La falaise argileuse qui commence au promontoire de Kabenda atteint, avant de s’abaisser vers l’embouchure de la Luisa-Loango, une élévation de cent pieds au moins. Ce n’est que par un sentier sinueux creusé dans cette argile qu’on atteignait le plateau sur lequel était bâti le village de Malemba, placé sous la domination du chef de Makongo. Ce chef ne résidait pas à Malemba, mais à Chingelé, village considérable situé à vingt milles environ dans l’intérieur. En arrivant au sommet de la falaise, on découvrait, aussi loin que la vue pouvait s’étendre vers l’est et vers le sud, une belle et vaste plaine, non moins plate et non moins unie que les steppes de la Tartarie ou les prairies du Nouveau-Monde. Une herbe luxuriante couvrait cette savane africaine, parsemée à de rares intervalles de bouquets d’arbres qui semblaient avoir été plantés par la main des hommes. Du côté du nord, l’uniformité monotone qui eût pu gâter la beauté d’un pareil paysage était heureusement brisée par les détours capricieux de la Luisa-Loango, dont le méandre s’égarait, entre deux rives boisées, jusqu’au bord de la mer.

Le climat de Malemba est, dit-on, très salubre, du moins si on le compare au climat des autres points de la côte occidentale d’Afrique. C’est un avantage que Malemba paraît devoir à la sécheresse habituelle de l’atmosphère et du sol, et surtout à l’absence de ces épaisses forêts où couvent tant de miasmes funestes. Malemba fut désigné, il y a une trentaine d’années, au gouvernement anglais par le capitaine John Adams, comme le point de la côte d’Afrique sur lequel une colonie européenne aurait le plus de chances de prospérer ; ce projet ne fut point accueilli, et jusqu’à ces derniers temps Malemba n’a vu d’autre établissement européen que les barracons des marchands d’esclaves espagnols, brésiliens et portugais.

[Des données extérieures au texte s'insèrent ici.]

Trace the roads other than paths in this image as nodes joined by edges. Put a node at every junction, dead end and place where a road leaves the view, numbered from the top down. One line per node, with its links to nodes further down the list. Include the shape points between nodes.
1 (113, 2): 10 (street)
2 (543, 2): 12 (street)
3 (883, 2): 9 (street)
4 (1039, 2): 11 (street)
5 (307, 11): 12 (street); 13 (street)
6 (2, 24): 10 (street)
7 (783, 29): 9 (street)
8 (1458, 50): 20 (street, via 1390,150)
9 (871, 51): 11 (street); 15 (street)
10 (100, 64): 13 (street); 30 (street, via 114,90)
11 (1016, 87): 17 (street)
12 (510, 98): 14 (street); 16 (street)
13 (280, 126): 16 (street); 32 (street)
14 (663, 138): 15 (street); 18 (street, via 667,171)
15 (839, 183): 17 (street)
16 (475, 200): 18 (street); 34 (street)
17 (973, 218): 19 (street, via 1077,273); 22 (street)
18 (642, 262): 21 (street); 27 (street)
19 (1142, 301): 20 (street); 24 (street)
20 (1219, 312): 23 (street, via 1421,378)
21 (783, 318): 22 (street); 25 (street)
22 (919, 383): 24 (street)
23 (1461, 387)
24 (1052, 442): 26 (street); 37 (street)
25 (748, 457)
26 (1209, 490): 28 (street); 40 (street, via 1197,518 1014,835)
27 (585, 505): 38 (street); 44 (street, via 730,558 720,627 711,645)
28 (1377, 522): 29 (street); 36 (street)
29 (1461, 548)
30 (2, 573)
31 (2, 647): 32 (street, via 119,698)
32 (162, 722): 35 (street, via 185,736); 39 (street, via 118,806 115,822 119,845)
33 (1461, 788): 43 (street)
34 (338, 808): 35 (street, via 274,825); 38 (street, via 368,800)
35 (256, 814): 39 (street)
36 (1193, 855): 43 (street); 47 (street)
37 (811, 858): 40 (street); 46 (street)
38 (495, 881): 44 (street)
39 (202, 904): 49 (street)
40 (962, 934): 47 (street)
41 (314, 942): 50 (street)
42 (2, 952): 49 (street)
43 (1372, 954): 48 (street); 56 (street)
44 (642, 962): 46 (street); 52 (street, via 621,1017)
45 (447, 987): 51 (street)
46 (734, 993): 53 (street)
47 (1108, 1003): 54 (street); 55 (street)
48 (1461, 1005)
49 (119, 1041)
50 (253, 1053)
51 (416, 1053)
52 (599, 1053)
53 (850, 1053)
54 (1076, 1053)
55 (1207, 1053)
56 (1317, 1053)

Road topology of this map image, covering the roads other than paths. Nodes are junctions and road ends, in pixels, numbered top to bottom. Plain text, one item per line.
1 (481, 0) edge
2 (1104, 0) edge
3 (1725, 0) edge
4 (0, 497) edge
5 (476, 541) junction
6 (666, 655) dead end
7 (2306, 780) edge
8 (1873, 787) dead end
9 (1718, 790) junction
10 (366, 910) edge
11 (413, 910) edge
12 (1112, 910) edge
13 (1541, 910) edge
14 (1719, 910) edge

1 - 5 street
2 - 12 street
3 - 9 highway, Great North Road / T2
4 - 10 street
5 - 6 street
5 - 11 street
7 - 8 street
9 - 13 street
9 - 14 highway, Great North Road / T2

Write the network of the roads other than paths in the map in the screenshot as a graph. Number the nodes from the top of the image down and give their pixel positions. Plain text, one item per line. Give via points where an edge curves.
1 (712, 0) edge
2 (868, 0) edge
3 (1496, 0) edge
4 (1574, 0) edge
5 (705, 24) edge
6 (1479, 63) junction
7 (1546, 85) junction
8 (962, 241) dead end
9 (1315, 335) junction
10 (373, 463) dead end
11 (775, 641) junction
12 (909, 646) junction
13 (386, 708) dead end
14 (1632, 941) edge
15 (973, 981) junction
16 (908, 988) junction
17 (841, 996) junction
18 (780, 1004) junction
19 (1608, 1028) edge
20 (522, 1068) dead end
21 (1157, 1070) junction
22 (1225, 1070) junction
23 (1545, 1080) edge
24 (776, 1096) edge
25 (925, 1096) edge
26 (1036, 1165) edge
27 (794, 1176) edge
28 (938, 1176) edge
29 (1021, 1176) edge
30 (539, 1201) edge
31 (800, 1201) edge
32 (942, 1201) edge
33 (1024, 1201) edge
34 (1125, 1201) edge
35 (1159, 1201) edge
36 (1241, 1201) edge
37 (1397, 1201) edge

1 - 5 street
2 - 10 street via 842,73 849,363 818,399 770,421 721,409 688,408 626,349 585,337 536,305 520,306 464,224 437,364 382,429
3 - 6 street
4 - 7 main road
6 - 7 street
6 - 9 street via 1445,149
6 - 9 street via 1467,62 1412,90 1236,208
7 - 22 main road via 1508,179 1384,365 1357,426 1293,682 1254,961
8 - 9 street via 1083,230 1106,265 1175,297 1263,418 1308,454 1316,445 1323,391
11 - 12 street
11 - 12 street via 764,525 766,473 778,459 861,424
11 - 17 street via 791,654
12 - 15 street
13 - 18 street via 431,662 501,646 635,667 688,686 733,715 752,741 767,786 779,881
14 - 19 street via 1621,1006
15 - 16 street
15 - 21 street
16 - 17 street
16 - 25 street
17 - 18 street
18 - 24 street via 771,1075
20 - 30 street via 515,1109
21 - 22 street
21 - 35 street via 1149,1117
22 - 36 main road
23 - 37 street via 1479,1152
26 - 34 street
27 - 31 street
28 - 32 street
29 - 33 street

Du reste, en refusant de prêter l’oreille aux suggestions du capitaine Adams, le gouvernement britannique me paraît avoir fait acte de sagesse. Fonder des colonies en quelque lieu que ce soit sous les tropiques aujourd’hui que la traite et l’esclavage des noirs sont également abolis, cela me paraît une entreprise fort aventureuse, à moins que ces colonies, réduites autant que possible dans leur étendue et dans leurs dépenses, ne soient tout simplement des centres commerciaux ou des postes militaires.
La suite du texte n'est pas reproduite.